> _What is expected_:
Set the records down again exactly, apart from any pictures in them.

[[ Records shown, beginning ]]

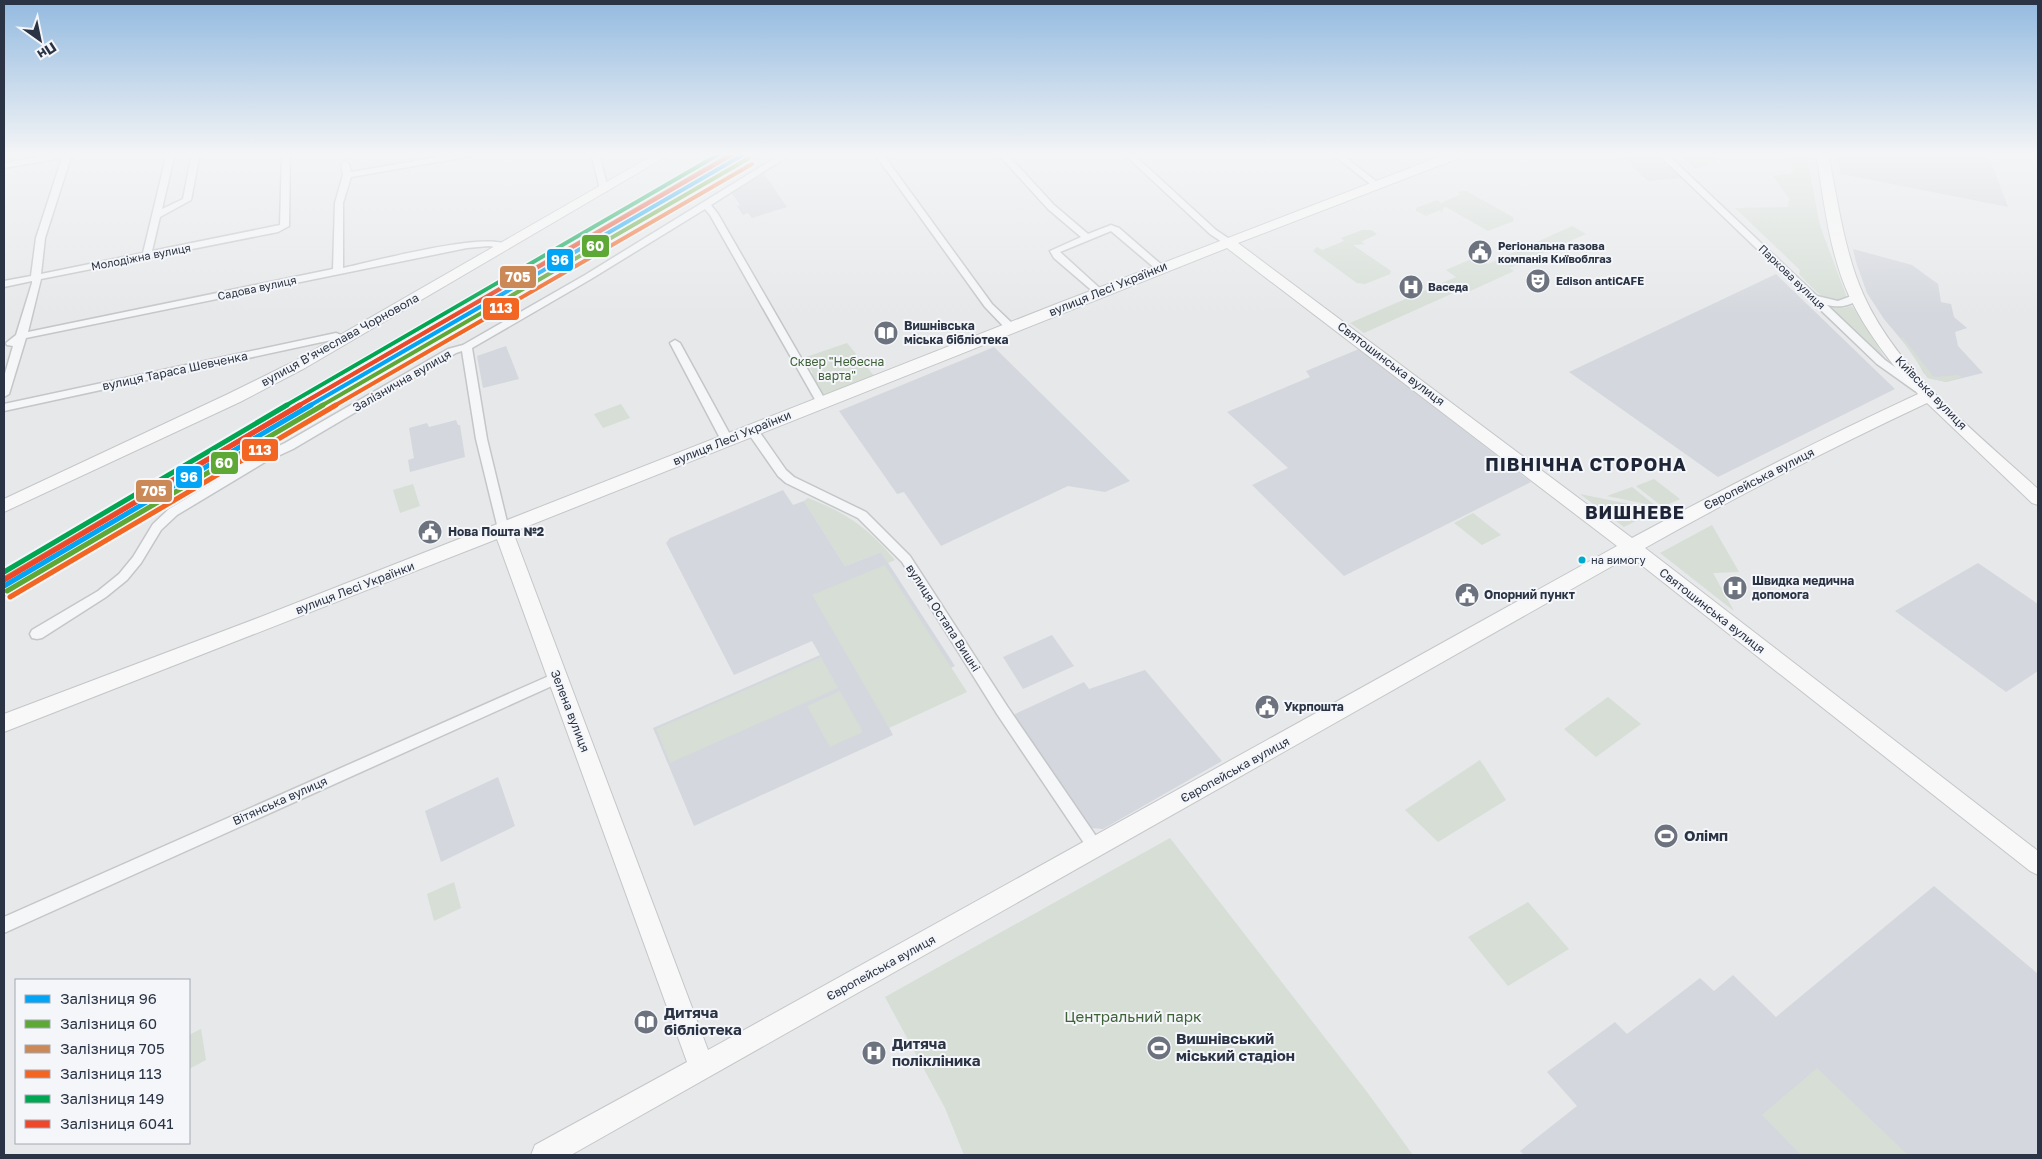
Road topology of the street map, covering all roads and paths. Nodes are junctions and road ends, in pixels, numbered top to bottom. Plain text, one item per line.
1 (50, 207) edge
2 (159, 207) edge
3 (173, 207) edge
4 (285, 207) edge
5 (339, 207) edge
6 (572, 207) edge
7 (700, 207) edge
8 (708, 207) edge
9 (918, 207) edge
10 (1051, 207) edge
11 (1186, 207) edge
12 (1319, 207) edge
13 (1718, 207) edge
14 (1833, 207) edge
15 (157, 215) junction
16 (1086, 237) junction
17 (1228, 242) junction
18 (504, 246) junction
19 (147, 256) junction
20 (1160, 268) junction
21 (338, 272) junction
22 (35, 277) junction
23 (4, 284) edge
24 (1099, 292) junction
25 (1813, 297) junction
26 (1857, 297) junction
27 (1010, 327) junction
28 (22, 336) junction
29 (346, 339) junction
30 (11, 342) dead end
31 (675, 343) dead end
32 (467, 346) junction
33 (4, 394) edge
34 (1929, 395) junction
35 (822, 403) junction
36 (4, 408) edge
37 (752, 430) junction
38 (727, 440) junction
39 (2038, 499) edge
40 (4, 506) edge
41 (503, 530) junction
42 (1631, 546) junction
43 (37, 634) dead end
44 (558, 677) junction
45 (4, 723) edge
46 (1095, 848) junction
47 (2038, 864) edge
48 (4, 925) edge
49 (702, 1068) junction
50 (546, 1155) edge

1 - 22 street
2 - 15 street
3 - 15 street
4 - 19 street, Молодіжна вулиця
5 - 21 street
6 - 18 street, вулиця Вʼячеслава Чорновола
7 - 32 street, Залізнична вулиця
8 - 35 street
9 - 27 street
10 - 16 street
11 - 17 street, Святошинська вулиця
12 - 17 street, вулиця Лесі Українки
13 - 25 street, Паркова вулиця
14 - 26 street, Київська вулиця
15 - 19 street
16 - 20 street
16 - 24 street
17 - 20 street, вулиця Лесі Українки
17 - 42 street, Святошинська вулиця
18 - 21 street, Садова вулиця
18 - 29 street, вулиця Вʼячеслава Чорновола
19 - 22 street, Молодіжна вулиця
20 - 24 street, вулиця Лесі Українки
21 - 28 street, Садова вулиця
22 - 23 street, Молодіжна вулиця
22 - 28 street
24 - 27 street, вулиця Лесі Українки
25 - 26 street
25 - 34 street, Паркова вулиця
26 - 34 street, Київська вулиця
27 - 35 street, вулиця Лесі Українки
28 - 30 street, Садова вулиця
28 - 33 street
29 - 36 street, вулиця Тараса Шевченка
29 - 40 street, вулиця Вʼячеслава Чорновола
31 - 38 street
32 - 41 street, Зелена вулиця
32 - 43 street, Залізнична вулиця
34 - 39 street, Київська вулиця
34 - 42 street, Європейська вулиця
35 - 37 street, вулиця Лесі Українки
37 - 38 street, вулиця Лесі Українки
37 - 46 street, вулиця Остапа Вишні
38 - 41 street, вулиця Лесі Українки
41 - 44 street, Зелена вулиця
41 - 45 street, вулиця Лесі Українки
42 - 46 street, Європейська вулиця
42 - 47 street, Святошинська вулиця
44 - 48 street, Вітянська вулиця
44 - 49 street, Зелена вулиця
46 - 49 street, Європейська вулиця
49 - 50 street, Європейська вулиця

[[ Records shown, end ]]

> _Task response_:
Road topology of the street map, covering all roads and paths. Nodes are junctions and road ends, in pixels, numbered top to bottom. Plain text, one item per line.
1 (50, 207) edge
2 (159, 207) edge
3 (173, 207) edge
4 (285, 207) edge
5 (339, 207) edge
6 (572, 207) edge
7 (700, 207) edge
8 (708, 207) edge
9 (918, 207) edge
10 (1051, 207) edge
11 (1186, 207) edge
12 (1319, 207) edge
13 (1718, 207) edge
14 (1833, 207) edge
15 (157, 215) junction
16 (1086, 237) junction
17 (1228, 242) junction
18 (504, 246) junction
19 (147, 256) junction
20 (1160, 268) junction
21 (338, 272) junction
22 (35, 277) junction
23 (4, 284) edge
24 (1099, 292) junction
25 (1813, 297) junction
26 (1857, 297) junction
27 (1010, 327) junction
28 (22, 336) junction
29 (346, 339) junction
30 (11, 342) dead end
31 (675, 343) dead end
32 (467, 346) junction
33 (4, 394) edge
34 (1929, 395) junction
35 (822, 403) junction
36 (4, 408) edge
37 (752, 430) junction
38 (727, 440) junction
39 (2038, 499) edge
40 (4, 506) edge
41 (503, 530) junction
42 (1631, 546) junction
43 (37, 634) dead end
44 (558, 677) junction
45 (4, 723) edge
46 (1095, 848) junction
47 (2038, 864) edge
48 (4, 925) edge
49 (702, 1068) junction
50 (546, 1155) edge

1 - 22 street
2 - 15 street
3 - 15 street
4 - 19 street, Молодіжна вулиця
5 - 21 street
6 - 18 street, вулиця Вʼячеслава Чорновола
7 - 32 street, Залізнична вулиця
8 - 35 street
9 - 27 street
10 - 16 street
11 - 17 street, Святошинська вулиця
12 - 17 street, вулиця Лесі Українки
13 - 25 street, Паркова вулиця
14 - 26 street, Київська вулиця
15 - 19 street
16 - 20 street
16 - 24 street
17 - 20 street, вулиця Лесі Українки
17 - 42 street, Святошинська вулиця
18 - 21 street, Садова вулиця
18 - 29 street, вулиця Вʼячеслава Чорновола
19 - 22 street, Молодіжна вулиця
20 - 24 street, вулиця Лесі Українки
21 - 28 street, Садова вулиця
22 - 23 street, Молодіжна вулиця
22 - 28 street
24 - 27 street, вулиця Лесі Українки
25 - 26 street
25 - 34 street, Паркова вулиця
26 - 34 street, Київська вулиця
27 - 35 street, вулиця Лесі Українки
28 - 30 street, Садова вулиця
28 - 33 street
29 - 36 street, вулиця Тараса Шевченка
29 - 40 street, вулиця Вʼячеслава Чорновола
31 - 38 street
32 - 41 street, Зелена вулиця
32 - 43 street, Залізнична вулиця
34 - 39 street, Київська вулиця
34 - 42 street, Європейська вулиця
35 - 37 street, вулиця Лесі Українки
37 - 38 street, вулиця Лесі Українки
37 - 46 street, вулиця Остапа Вишні
38 - 41 street, вулиця Лесі Українки
41 - 44 street, Зелена вулиця
41 - 45 street, вулиця Лесі Українки
42 - 46 street, Європейська вулиця
42 - 47 street, Святошинська вулиця
44 - 48 street, Вітянська вулиця
44 - 49 street, Зелена вулиця
46 - 49 street, Європейська вулиця
49 - 50 street, Європейська вулиця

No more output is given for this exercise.